Abu Dhabi bank merger to boost business, investment

Data indicate that the new banking group would have a customer base of about 1 million patrons and have a 15% share of the total assets portfolio of the UAE market.
Sunday 03/02/2019
A view of a branch of Abu Dhabi Commercial Bank in Dubai. (Reuters)
New opportunities. A view of a branch of Abu Dhabi Commercial Bank in Dubai. (Reuters)

LONDON - Three UAE banks announced a merger to create a banking group that would be the country’s third-largest financial institution and fifth largest in the Gulf Cooperation Council area in terms of assets.

A statement by Abu Dhabi Commercial Bank and Union National Bank said their boards agreed to merge and then acquire Al Hilal Bank, which would continue its operations as an Islamic bank.

The combined banks would retain the Abu Dhabi Commercial Bank (ADCB) name under assets of about $114 billion. The merger requires approval of regulators and shareholders.

The statement, released by the Emirates News Agency, said the share of the government’s Abu Dhabi Investment Council in the new bank would be about 60%.

“The merger of the three banks is in line with the economic vision of the UAE and is a strong banking group with human potential and financial capabilities that will enhance the competitiveness of the national economy and its future aspirations,” Abu Dhabi Crown Prince Sheikh Mohammed bin Zayed al-Nahyan posted on Twitter.

He said “the move contributes to enhancing the business environment and ensuring its sustainability, to supporting development projects and to creating investment opportunities in vital sectors according to the best international standards.”

The banks’ statement said the new banking group would benefit from “strong institutional support” through Abu Dhabi government ownership of a majority stake.”

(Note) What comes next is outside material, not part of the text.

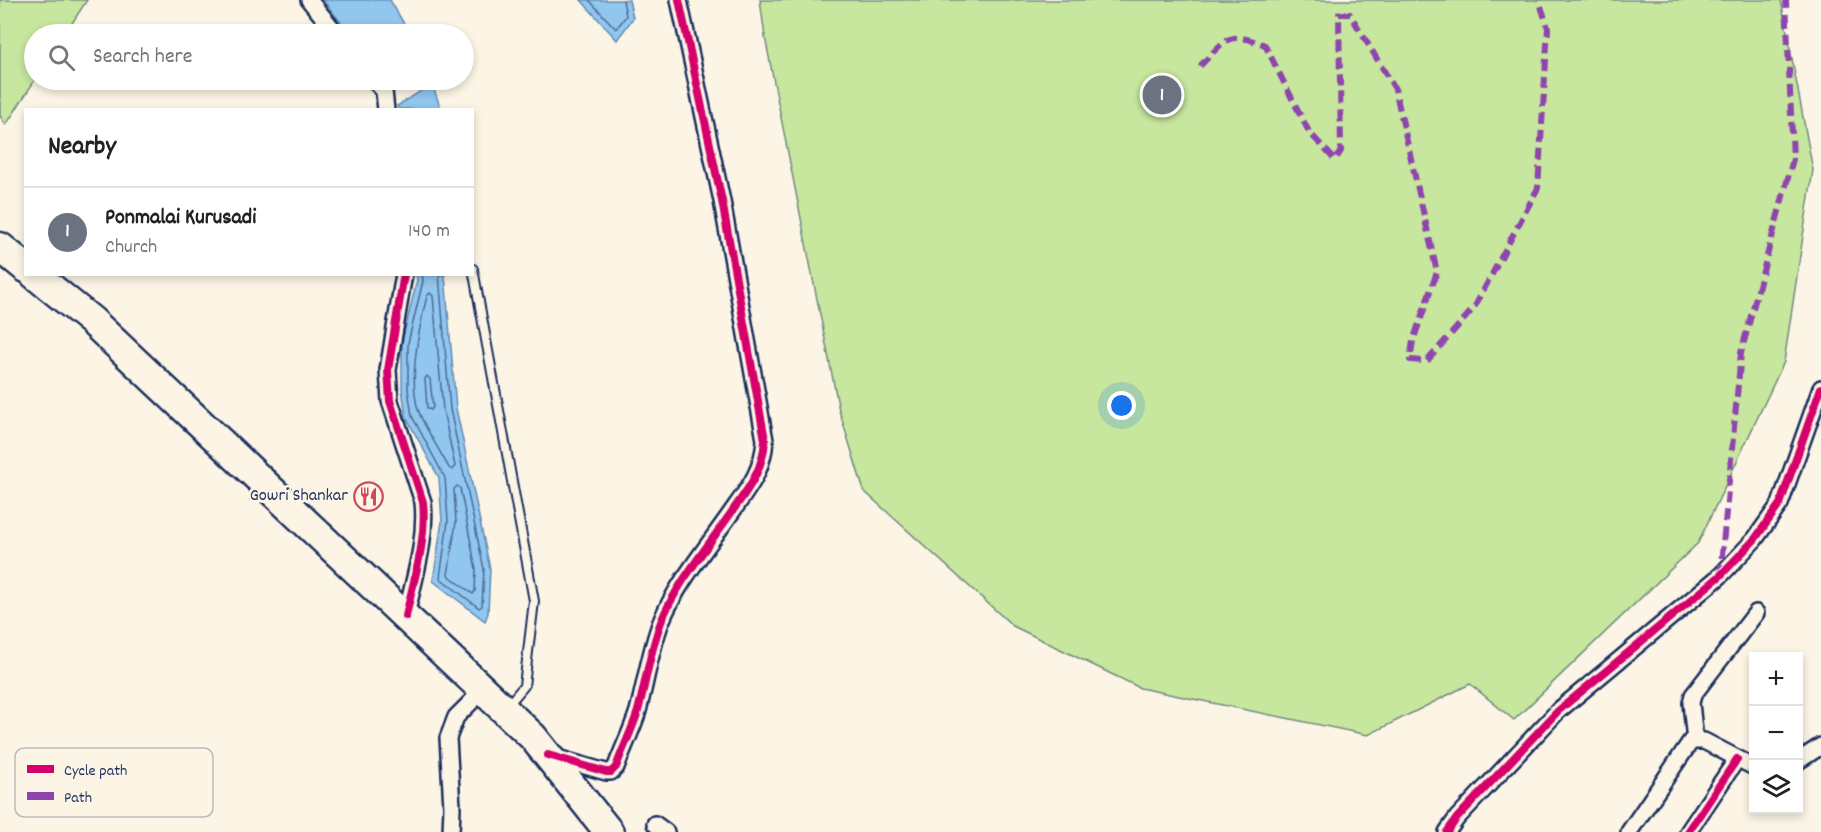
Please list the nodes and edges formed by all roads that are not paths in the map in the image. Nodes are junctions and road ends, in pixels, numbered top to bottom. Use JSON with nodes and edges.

Data indicate that the new banking group would have a customer base of about 1 million patrons and have a 15% share of the total assets portfolio of the UAE market, about 21% share in individual loans and up to a 16% share of total bank deposits in the country.

Until the merger goes into force, which is expected during the first half of 2019, the three banks will operate independently.

The merger comes two years after the largest merger in Abu Dhabi between National Bank of Abu Dhabi and First Gulf Bank, which led to the emergence of Abu Dhabi First Bank, the largest banking entity in the United Arab Emirates.

The statement said the merger would create a platform to support the growth of the new bank’s activities in retail and corporate banking sectors in traditional and Islamic banking.

It said the strategic objective of the new bank would be to increase market share through “excellence in customer service and continuing to innovate in the development of its products and services,” specifically through e-banking.

Moreover, the new bank would try to capitalise on its large business share by enhancing its ability to finance and support businesses and contribute to the growth and diversification of UAE’s economy, as well as invest in the development of human and technical resources and infrastructure.

Under the terms of the merger, shares in the new ADCB would be issued at a rate of 0.5966 shares for each Union National Bank share owned. When the merger is completed, Union National Bank shares will be delisted on the Abu Dhabi Securities Exchange. The merged bank will retain the legal records of ADCB.

The resulting entity would then move to acquire Al Hilal Bank for $272 million by issuing mandatory convertible financial instruments to the Abu Dhabi Investment Council.

New banking group officers include Eissa Mohamed al-Suwaidi as chairman of the board, Mohammed bin Dhaen al-Hamli as its vice-chairman and Ala’a Eraiqat as CEO.

Suwaidi said the merged ADCB would have the size and expertise needed to play a pivotal role in supporting UAE economic development.

Eraiqat said the transaction represented a milestone and a confident step towards establishing a financial institution with stronger potential, greater flexibility and a proven record of success in traditional and Islamic banking sectors.

The transaction is expected to achieve significant operational cost savings by about $167 million a year to improve the bank’s profitability and enhance competitiveness of its products and services.

It would contribute to the expansion of customer financing and improve the bank’s capacity to invest efficiently in future growth engines such as compliance systems, digital switching, e-security and a sophisticated branch network.